The monocular examination form after the heuristic evaluation. It is possible to notice the presence of the data patient menu on the left of the page and the distribution of the input fields, organized into two columns one for the left and one for the right eye. The examined eye is clearly indicated in the top of each column

Since ORÁO is available via web, the physicians involved in the project have constantly used it and they have expressed the need for a new functionality. The possibility to download a .csv file containing all the pupillometric parameters of all the patients registered in the Pupil DB was needed in order to evaluate the progression of the pilot study overall. The .csv file can be downloaded by pressing the button Download data, in the top menu of the platform (see Fig. 7). A dedicated query has been written in SQL. It creates a view which gathers data from different tables of the DB. Also for this functionality a specific API has been developed. It makes an HTTP GET request to the view and gets back all the required data for all patients, including patient data, data about the user who performed the input, follow up details as well as parameters measured during the pupillometric examination. These data are written in a .csv file, saved in the Download folder on the server, made accessible for download through an API.

A Clinical Decision Support System (CDSS) for pupillometry based on Machine Learning has been developed. CDSSs are introduced to improve the patient care as well as the hospitals’ structure and organization, [20,21,22]. It is a classification system that gets some parameters from the .dat file of the pupillometer as input and gives back a label of Affected by Retinitis Pigmentosa or Not affected by Retinitis Pigmentosa as output for the selected patient. The CDSS is in the process of being integrated within ORÁO, thanks to the RESTful architecture.

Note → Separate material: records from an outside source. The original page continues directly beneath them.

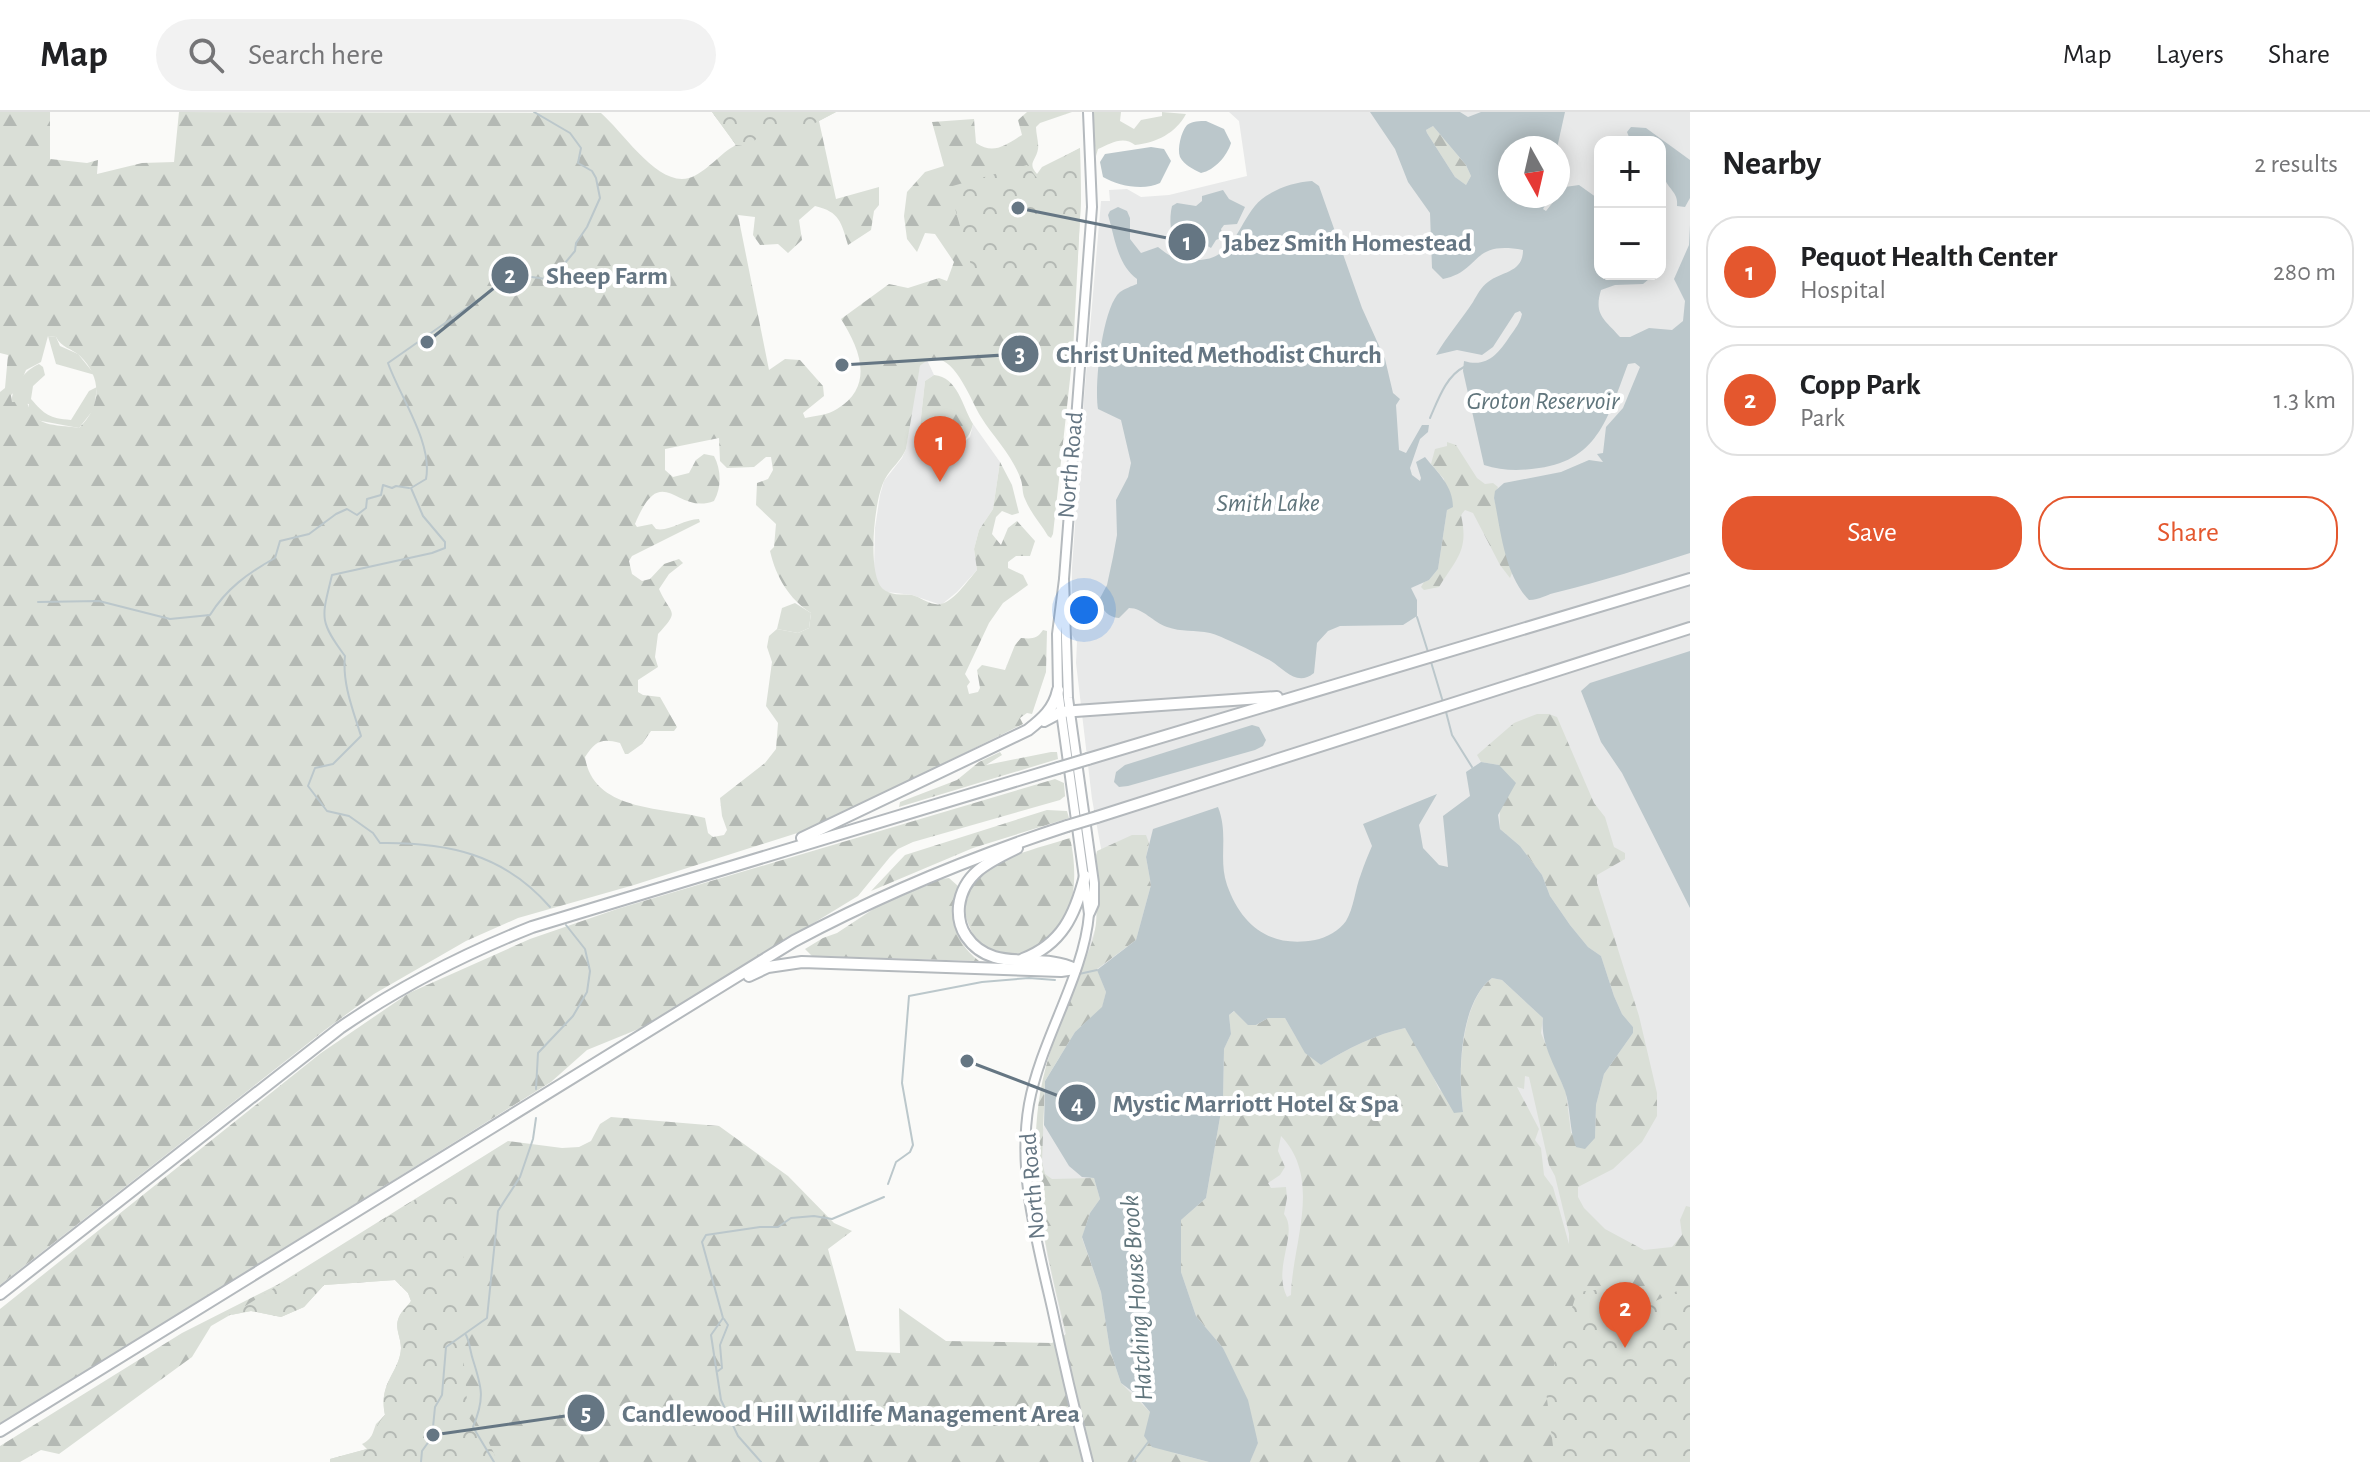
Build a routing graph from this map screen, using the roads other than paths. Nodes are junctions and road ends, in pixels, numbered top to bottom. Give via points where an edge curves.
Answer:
1 (1088, 112) edge
2 (1064, 579) junction
3 (1690, 579) edge
4 (1690, 628) edge
5 (1330, 687) junction
6 (1058, 690) junction
7 (1066, 712) junction
8 (1028, 730) junction
9 (1061, 828) junction
10 (1085, 846) junction
11 (723, 869) junction
12 (1085, 876) junction
13 (1089, 914) junction
14 (1019, 961) junction
15 (1075, 969) junction
16 (669, 1019) junction
17 (0, 1294) edge
18 (0, 1431) edge
19 (1088, 1462) edge

1 - 2 main road, North Road via 1092,207
2 - 6 main road, North Road
2 - 7 main road, North Road
3 - 5 highway
4 - 9 highway, bridge
5 - 7 highway via 1256,700
5 - 11 highway, bridge
6 - 7 main road, North Road
6 - 8 highway via 1055,703
7 - 8 highway
7 - 10 main road, North Road
8 - 11 highway via 834,825
9 - 14 highway via 982,866 962,894 959,922 974,947
9 - 16 highway via 877,898 794,941
10 - 12 main road, North Road
10 - 13 main road, North Road via 1095,895
11 - 17 highway via 532,927 452,961 376,1003
12 - 13 main road, North Road
12 - 14 highway via 1067,927 1039,952
13 - 15 main road, North Road
14 - 15 highway via 1063,963
15 - 16 highway via 785,963 752,974
15 - 19 main road, North Road via 1036,1071 1029,1108 1028,1191
16 - 18 highway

An additional VM, running the Apache Web Server, hosts the CDSS engine.

5 Conclusion

The design of ORÁO and all the phases of its development have been carried out in close collaboration with the whole project team. The platform matches with the needs they have expressed and with the workflow of the pupillometric protocol and of the ophthalmologic examinations. So, ORÁO turns out to be a customized IT solution for this project. Moreover, the high attention given to the usability of its interfaces made it very usable, according to all the subjects who have been using it for months.

This work shows how, given the growing complexity of healthcare systems and processes, the daily collaboration between biomedical engineers and physicians and the increasing demand for new tools and methods [23,24,25], there is a constant need for rigorous methodology in designing and realising collaboration tools that can facilitate these processes.